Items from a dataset
····················
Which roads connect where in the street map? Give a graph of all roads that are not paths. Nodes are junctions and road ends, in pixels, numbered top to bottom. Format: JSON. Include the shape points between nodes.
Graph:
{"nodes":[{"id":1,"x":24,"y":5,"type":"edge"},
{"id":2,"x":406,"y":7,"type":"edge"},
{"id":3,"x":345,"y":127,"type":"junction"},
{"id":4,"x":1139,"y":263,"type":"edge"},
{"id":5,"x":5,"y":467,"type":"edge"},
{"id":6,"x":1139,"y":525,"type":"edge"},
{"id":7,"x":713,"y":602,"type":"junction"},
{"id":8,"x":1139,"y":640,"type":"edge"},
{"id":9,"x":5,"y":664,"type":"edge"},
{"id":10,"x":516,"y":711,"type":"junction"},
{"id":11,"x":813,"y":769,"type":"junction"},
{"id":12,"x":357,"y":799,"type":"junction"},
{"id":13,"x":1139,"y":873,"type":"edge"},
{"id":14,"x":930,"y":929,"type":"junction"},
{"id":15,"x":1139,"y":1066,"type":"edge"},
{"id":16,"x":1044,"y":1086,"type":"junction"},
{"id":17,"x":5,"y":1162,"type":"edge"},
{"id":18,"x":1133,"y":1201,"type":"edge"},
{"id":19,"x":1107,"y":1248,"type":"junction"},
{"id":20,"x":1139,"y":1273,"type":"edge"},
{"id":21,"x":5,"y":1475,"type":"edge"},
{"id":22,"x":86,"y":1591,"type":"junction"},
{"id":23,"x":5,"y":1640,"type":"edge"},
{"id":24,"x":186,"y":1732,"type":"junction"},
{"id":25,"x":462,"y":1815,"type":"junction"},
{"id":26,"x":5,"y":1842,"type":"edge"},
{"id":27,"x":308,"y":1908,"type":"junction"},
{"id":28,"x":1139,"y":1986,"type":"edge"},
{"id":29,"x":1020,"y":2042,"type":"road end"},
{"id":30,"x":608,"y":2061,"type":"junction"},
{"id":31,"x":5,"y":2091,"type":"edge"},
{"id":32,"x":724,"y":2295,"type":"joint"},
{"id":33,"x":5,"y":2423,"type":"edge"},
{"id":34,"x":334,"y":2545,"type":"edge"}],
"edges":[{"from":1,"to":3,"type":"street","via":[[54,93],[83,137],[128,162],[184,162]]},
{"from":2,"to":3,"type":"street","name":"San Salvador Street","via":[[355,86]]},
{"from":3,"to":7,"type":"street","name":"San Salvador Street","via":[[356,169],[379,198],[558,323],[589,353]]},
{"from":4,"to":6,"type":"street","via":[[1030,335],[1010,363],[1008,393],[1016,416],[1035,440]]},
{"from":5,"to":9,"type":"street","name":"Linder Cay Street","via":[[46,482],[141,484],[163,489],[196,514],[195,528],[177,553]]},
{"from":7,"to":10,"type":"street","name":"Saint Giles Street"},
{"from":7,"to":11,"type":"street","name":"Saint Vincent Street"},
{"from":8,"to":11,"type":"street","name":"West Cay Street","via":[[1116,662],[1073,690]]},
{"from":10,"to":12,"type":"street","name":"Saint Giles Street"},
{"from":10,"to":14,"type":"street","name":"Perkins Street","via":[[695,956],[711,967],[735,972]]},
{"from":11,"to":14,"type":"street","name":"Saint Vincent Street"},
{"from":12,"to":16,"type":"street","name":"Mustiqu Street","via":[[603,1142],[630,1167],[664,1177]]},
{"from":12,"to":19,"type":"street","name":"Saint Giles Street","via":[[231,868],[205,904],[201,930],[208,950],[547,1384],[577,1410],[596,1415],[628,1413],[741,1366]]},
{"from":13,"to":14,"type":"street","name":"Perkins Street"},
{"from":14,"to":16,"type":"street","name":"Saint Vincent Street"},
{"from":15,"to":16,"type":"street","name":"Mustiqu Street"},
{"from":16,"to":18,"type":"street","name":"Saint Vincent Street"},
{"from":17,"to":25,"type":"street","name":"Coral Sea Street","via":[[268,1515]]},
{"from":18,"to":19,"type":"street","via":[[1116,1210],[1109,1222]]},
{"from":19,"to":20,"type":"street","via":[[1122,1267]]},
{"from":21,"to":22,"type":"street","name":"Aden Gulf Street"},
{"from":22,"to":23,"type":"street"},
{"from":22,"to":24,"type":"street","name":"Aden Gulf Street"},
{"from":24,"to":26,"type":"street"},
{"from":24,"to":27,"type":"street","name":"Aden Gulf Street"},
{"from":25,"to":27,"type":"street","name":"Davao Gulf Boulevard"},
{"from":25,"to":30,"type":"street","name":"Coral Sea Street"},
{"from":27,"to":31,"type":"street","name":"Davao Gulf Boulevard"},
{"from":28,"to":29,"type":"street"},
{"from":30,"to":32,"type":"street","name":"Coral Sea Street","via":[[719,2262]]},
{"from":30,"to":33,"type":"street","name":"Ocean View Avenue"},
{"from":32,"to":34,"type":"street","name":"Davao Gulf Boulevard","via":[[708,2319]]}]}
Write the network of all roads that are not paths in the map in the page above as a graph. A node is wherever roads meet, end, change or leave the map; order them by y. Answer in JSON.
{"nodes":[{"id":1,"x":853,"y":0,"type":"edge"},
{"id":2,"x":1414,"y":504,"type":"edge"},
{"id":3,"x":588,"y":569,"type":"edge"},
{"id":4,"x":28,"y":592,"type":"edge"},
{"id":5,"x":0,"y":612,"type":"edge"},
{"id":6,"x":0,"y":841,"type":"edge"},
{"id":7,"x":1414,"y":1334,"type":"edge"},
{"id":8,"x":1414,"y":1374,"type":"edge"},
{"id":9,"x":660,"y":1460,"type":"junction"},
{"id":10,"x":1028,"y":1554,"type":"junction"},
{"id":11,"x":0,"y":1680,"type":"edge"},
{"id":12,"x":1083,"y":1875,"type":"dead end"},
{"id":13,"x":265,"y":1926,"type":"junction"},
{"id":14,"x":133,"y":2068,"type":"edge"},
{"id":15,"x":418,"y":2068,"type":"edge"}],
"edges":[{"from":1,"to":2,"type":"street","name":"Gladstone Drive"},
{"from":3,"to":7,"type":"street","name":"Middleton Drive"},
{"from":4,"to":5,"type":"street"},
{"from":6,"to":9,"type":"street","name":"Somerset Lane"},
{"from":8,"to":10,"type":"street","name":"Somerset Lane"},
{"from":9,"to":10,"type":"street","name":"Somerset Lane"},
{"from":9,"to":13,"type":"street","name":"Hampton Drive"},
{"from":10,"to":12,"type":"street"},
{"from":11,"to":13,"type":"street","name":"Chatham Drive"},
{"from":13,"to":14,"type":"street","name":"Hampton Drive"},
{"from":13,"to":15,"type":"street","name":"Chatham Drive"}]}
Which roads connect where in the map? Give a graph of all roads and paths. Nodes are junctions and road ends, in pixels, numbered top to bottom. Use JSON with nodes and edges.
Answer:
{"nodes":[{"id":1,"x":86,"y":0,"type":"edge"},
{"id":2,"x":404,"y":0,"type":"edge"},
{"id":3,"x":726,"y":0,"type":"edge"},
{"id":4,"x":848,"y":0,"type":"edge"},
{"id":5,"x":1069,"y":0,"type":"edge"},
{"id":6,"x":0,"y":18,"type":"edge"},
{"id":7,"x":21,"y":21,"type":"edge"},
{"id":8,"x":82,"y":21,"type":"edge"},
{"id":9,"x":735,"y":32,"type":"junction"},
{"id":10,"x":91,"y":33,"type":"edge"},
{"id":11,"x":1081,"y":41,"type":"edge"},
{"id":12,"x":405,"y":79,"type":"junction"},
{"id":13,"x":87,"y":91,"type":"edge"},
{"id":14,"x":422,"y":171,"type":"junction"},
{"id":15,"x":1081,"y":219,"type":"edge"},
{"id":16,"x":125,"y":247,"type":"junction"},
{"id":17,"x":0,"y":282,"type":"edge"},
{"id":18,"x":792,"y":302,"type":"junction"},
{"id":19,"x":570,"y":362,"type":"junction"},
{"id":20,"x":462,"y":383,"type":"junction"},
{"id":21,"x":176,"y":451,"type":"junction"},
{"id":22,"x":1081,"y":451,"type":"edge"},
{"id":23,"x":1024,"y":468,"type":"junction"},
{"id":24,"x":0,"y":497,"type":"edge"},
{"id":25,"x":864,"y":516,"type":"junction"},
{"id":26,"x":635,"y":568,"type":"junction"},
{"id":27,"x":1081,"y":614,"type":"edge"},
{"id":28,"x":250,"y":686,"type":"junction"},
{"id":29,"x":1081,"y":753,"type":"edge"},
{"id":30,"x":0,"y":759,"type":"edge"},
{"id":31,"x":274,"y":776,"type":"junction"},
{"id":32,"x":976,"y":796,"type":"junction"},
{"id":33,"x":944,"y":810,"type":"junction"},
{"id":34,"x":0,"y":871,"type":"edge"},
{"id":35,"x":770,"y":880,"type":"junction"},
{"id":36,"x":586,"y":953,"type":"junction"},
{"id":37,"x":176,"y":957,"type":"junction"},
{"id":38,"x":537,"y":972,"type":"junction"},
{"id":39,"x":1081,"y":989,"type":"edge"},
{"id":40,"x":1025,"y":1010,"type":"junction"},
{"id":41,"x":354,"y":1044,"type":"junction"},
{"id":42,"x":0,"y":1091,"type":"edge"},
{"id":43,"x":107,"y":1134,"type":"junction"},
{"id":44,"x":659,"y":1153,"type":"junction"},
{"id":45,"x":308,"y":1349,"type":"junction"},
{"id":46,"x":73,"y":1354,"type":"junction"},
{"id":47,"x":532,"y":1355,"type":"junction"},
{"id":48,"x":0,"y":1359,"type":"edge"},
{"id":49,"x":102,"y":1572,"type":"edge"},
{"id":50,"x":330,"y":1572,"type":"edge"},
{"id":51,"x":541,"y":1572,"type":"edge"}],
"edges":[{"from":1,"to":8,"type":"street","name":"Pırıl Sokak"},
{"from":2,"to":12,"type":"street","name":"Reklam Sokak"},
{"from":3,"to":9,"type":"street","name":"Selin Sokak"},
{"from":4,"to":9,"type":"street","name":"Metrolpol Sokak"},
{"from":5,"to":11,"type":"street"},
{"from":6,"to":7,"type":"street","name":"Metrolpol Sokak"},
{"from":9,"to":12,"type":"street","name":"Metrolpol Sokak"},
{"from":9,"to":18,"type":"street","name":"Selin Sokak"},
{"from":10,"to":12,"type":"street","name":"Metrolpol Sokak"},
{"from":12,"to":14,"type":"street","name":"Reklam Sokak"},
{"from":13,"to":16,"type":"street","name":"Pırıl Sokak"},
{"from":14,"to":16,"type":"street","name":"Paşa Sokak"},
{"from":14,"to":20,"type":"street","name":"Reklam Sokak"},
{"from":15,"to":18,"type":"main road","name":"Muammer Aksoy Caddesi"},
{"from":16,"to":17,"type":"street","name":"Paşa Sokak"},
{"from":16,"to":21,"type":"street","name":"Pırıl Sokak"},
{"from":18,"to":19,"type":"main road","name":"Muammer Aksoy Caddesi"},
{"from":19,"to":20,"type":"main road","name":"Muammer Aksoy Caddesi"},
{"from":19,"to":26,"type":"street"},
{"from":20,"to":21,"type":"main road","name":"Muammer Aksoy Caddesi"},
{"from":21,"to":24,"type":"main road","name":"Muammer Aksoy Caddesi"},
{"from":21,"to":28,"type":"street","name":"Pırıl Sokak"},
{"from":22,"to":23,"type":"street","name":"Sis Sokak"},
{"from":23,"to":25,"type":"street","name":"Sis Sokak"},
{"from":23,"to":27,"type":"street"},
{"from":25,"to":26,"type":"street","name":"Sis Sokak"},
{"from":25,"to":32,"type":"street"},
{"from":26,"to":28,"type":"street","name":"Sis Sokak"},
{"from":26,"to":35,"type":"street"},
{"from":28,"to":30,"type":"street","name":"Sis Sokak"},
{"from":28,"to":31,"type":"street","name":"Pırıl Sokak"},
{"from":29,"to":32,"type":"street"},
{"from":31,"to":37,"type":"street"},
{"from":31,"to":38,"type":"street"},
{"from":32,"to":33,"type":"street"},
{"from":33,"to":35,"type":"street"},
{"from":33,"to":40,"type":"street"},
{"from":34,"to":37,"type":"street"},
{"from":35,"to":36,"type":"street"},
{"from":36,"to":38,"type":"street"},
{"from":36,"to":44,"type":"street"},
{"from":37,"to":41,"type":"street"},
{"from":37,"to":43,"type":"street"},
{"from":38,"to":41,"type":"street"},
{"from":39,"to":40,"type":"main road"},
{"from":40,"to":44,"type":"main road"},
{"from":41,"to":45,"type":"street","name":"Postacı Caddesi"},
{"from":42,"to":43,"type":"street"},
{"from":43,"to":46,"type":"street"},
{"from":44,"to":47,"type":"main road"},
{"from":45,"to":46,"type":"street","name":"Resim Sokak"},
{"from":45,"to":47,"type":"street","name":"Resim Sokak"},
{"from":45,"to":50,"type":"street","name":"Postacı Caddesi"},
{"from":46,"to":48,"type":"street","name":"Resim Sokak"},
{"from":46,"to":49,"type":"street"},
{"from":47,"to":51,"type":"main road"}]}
····················
TASK INSTRUCTIONS
Go through the entries above and report each line with the string "Resim" in it.

ANSWER TO THE EXERCISE
{"from":45,"to":46,"type":"street","name":"Resim Sokak"},
{"from":45,"to":47,"type":"street","name":"Resim Sokak"},
{"from":46,"to":48,"type":"street","name":"Resim Sokak"},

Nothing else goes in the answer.